[Saved data entries]
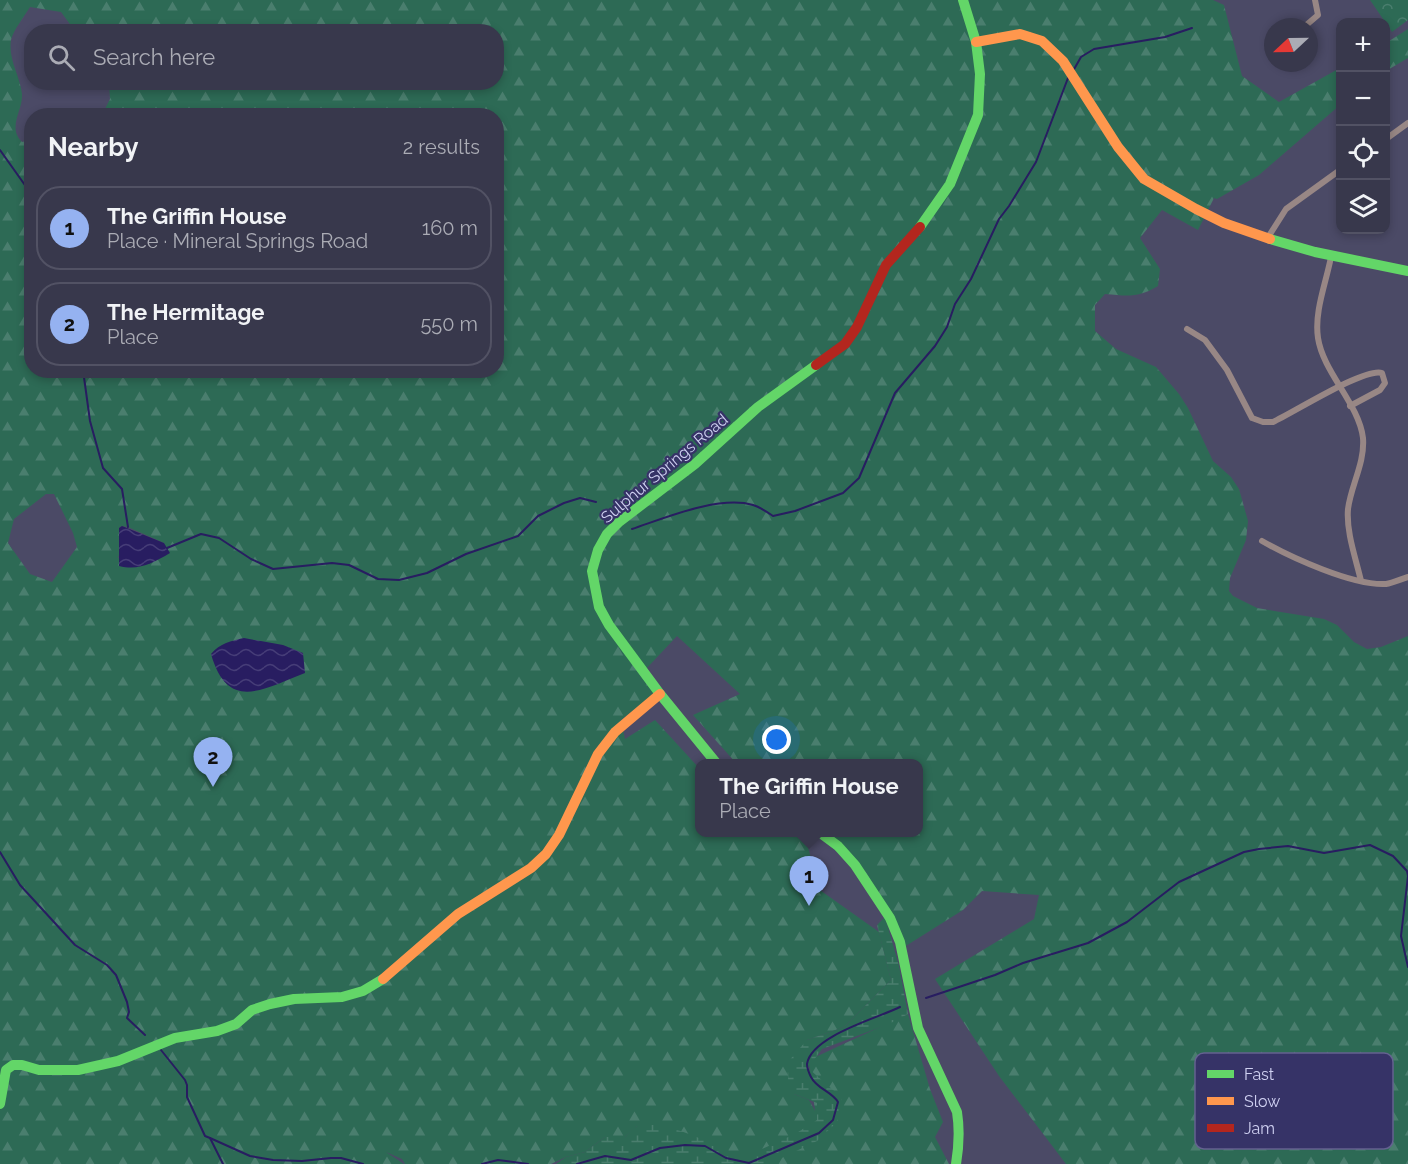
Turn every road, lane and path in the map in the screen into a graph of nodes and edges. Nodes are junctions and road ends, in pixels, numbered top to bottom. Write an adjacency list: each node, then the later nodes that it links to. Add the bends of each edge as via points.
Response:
1 (963, 0): 4 (street, Sulphur Springs Road)
2 (1315, 0): 3 (street, via 1318,15)
3 (1314, 18)
4 (976, 42): 8 (street, via 1017,34 1034,37 1048,46 1143,177 1171,195); 17 (street, Sulphur Springs Road, via 980,74 978,115 950,184 928,218 886,265 845,344 758,407 695,464 619,522 598,550 592,571 600,606 609,625)
5 (1408, 123): 6 (street)
6 (1390, 136)
7 (1336, 174): 8 (street, via 1286,209)
8 (1267, 239): 9 (street)
9 (1331, 257): 10 (street); 12 (street, via 1319,312 1318,340)
10 (1408, 271)
11 (1187, 329): 12 (street, via 1205,340 1227,370 1252,418 1273,422)
12 (1340, 387): 13 (street); 13 (street, via 1375,371 1385,376 1380,390)
13 (1350, 406): 16 (street, via 1363,439 1348,516)
14 (1262, 541): 16 (street)
15 (1408, 577): 16 (street, via 1387,584)
16 (1361, 581)
17 (660, 694): 18 (street, Sulphur Springs Road); 20 (street, via 615,732 598,754 546,854 531,868 458,914 381,981 342,997 294,999 261,1007 236,1024 175,1038 118,1061 78,1070 13,1065 6,1070)
18 (713, 759)
19 (826, 837): 21 (street, via 863,877 891,919 899,939 921,1039 958,1113 960,1145)
20 (0, 1104)
21 (956, 1164)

**WHAT THE EXERCISE ASKS:** Leaving the images out, return every record exactly.

**RESULT OF THIS TASK:**
Turn every road, lane and path in the map in the screen into a graph of nodes and edges. Nodes are junctions and road ends, in pixels, numbered top to bottom. Write an adjacency list: each node, then the later nodes that it links to. Add the bends of each edge as via points.
Response:
1 (963, 0): 4 (street, Sulphur Springs Road)
2 (1315, 0): 3 (street, via 1318,15)
3 (1314, 18)
4 (976, 42): 8 (street, via 1017,34 1034,37 1048,46 1143,177 1171,195); 17 (street, Sulphur Springs Road, via 980,74 978,115 950,184 928,218 886,265 845,344 758,407 695,464 619,522 598,550 592,571 600,606 609,625)
5 (1408, 123): 6 (street)
6 (1390, 136)
7 (1336, 174): 8 (street, via 1286,209)
8 (1267, 239): 9 (street)
9 (1331, 257): 10 (street); 12 (street, via 1319,312 1318,340)
10 (1408, 271)
11 (1187, 329): 12 (street, via 1205,340 1227,370 1252,418 1273,422)
12 (1340, 387): 13 (street); 13 (street, via 1375,371 1385,376 1380,390)
13 (1350, 406): 16 (street, via 1363,439 1348,516)
14 (1262, 541): 16 (street)
15 (1408, 577): 16 (street, via 1387,584)
16 (1361, 581)
17 (660, 694): 18 (street, Sulphur Springs Road); 20 (street, via 615,732 598,754 546,854 531,868 458,914 381,981 342,997 294,999 261,1007 236,1024 175,1038 118,1061 78,1070 13,1065 6,1070)
18 (713, 759)
19 (826, 837): 21 (street, via 863,877 891,919 899,939 921,1039 958,1113 960,1145)
20 (0, 1104)
21 (956, 1164)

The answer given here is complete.